Moreover, since those subjects included in the top tertile present an increased risk of poor prognosis, it seems plausible to think that this subgroup of patients could benefit from a more intensive insulin therapy. However, it must be considered that, as observed in previous publications focused on critical patients [25, 26], a more intensive glucose control can also be associated with an increased mortality risk, secondary to a higher hypoglycemia rate. Hence, if we want to normalize acute high glucose levels of the 3rd ACR tertile group without increasing the presence of hypoglycemia, a precise blood glucose monitoring system seems essential. In this regard, the use of continuous glucose monitoring (CGM), which can continuously and automatically provide instant blood glucose values together with pre-specified hyper and hypoglycemia alarms, could play an important role in glucose management in these patients, as has previously demonstrated in intensive-care unit (ICU) patients [27]. Thus, combining intensive insulin therapy with CGM to fight stress hyperglycemia in the 3rd ACR tertile group in clinical daily practice could presumably have a direct effect on the patient’s prognosis in the short-term after AIS diagnosis.

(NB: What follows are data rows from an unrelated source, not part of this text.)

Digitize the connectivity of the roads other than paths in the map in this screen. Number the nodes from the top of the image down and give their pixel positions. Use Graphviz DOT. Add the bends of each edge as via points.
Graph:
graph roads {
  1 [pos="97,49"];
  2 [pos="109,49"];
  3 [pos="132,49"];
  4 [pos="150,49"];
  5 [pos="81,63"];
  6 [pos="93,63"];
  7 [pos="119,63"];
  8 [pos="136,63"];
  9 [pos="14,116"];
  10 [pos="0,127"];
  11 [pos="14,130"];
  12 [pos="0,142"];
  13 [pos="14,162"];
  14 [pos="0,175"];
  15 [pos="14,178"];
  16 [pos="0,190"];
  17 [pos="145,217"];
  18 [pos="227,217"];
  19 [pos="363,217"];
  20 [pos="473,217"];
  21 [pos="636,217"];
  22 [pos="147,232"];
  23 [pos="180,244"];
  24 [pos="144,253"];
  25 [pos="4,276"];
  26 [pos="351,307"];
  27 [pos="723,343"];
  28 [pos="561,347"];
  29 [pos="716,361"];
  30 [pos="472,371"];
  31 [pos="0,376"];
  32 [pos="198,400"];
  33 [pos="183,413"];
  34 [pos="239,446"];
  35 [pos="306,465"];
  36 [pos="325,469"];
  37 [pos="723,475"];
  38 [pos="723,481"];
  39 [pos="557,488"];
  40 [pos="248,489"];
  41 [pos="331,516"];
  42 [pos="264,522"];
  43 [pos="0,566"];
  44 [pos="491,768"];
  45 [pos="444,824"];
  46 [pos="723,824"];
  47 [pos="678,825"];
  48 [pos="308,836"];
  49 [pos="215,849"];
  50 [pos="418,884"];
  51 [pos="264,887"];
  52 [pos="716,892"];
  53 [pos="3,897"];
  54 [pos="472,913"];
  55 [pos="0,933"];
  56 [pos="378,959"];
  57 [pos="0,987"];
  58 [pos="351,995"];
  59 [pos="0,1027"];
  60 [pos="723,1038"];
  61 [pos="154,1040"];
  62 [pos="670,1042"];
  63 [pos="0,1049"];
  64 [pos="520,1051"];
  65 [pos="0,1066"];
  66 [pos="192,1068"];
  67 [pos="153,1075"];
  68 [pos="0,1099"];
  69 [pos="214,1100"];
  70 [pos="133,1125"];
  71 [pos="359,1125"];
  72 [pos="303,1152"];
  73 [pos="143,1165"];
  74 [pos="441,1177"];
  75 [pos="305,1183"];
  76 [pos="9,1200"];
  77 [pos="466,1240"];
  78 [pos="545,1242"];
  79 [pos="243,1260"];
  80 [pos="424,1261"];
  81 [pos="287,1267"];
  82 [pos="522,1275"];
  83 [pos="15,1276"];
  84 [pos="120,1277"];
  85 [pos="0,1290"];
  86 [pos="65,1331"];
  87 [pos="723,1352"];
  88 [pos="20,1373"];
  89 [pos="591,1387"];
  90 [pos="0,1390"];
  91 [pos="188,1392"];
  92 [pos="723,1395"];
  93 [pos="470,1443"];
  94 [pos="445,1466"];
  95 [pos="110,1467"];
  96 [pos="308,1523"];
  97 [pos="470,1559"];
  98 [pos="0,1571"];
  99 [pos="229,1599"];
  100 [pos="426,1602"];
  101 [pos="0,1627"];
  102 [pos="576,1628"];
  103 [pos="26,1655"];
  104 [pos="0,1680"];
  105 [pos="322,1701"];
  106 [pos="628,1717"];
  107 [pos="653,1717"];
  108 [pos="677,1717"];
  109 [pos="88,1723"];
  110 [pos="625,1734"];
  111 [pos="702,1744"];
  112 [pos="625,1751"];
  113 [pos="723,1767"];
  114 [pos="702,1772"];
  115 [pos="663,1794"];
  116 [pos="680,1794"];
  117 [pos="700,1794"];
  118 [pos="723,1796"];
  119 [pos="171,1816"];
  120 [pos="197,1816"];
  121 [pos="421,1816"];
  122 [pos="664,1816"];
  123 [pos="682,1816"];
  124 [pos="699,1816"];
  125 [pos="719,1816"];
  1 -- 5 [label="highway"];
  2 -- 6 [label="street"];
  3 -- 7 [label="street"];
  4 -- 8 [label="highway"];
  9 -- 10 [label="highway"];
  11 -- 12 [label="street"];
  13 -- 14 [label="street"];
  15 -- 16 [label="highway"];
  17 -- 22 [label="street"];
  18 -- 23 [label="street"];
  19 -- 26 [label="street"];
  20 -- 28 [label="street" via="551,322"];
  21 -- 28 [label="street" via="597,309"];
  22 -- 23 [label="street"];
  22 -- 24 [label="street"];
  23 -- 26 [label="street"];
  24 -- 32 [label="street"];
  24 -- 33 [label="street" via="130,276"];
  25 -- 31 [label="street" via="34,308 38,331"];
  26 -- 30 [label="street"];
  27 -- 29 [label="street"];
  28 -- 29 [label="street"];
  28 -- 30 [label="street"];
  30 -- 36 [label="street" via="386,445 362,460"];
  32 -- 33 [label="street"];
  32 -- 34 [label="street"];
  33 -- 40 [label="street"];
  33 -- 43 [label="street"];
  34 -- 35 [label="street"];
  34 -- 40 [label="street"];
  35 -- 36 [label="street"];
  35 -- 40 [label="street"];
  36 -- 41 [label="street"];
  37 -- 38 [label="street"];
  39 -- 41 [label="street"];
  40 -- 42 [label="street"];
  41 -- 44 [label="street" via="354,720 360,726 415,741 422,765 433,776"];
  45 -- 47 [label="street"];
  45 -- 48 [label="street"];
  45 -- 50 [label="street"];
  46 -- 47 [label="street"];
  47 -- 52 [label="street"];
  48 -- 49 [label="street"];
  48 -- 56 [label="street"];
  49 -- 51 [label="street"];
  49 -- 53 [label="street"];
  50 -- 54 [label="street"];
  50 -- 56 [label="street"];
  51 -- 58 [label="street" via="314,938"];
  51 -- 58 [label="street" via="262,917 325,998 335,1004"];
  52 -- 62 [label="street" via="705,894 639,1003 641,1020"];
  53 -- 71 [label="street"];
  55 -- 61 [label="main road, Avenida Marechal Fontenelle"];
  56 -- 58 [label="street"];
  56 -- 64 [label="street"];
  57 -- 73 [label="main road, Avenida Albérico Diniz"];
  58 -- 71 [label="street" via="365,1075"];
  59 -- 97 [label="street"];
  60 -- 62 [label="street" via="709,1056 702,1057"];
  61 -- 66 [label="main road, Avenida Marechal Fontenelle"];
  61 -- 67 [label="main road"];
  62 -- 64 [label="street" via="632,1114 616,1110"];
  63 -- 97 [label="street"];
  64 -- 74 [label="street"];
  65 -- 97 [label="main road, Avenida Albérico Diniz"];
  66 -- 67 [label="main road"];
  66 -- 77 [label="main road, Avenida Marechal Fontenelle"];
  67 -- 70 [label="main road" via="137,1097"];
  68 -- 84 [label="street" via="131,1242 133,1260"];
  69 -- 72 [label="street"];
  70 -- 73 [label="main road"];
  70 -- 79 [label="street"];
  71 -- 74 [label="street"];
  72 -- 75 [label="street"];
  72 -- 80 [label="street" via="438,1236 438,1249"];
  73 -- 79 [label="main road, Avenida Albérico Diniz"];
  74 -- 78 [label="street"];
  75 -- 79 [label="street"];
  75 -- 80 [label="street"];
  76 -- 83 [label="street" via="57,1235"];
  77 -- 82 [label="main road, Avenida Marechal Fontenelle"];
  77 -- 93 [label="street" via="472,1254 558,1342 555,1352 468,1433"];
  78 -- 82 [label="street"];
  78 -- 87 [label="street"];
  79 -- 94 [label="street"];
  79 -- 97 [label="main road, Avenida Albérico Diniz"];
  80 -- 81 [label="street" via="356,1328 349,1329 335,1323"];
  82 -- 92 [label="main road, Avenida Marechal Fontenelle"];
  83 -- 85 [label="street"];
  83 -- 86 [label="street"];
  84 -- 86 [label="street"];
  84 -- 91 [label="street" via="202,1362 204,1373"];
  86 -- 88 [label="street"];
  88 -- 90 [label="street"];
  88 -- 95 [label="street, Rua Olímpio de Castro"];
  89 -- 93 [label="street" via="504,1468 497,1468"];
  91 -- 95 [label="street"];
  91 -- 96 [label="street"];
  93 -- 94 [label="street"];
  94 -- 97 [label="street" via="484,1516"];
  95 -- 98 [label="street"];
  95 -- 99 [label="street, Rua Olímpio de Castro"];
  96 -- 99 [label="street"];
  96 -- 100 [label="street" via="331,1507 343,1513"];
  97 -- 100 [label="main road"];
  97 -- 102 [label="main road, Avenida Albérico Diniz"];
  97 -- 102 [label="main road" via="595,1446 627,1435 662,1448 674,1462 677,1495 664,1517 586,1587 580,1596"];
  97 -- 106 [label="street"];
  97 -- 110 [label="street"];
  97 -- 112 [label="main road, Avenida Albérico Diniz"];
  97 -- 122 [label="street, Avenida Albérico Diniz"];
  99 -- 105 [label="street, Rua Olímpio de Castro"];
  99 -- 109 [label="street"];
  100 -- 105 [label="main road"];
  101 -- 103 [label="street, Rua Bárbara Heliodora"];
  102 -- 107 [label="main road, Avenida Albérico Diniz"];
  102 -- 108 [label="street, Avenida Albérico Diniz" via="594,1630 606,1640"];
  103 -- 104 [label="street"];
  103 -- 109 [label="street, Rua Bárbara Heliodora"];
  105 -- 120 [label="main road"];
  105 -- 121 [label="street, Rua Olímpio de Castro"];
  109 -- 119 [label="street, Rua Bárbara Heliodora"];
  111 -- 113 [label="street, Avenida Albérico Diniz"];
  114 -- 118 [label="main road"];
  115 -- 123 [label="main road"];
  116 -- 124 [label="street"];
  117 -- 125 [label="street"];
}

Finally, the present study went one-step further, analyzing the possible clinical relevance of ACR in this subgroup of neurological patients. In this respect, it must be acknowledged that, although several scores have been defined to evaluate global cardiovascular risk [28, 29], to date no risk score has been specifically defined for stroke patients. Owing to all this, we created a model which included classical risk factors for neurological patients such as age, gender, diabetes, dyslipidemia, revascularization treatment, history Rankin and baseline NIHSS. This classical model obtained an AUC of 0.781 in the ROC curve, without a significant increase in the AUC when baseline glucose or ACR were included in the model. Hence, although the results in the present study are encouraging as they observe a significant and independent association between ACR and poor prognosis in the short term after AIS, the clinical relevance of this ratio still needs to be further defined.
This study is not without limitations. The study was realized in a single center, and hence this may limit the extrapolation of the results. Moreover, a retrospective analysis was realized. The relative short period of follow-up must also be taken into account, together with the possible presence of other confounding factors that could have affected the final results. Finally, diabetes diagnosis was defined using different variables, including previous medical history or use of hypoglycemic medication, but laboratory results of glucose values or HbA1c to confirm diagnosis were not available for all the included subjects.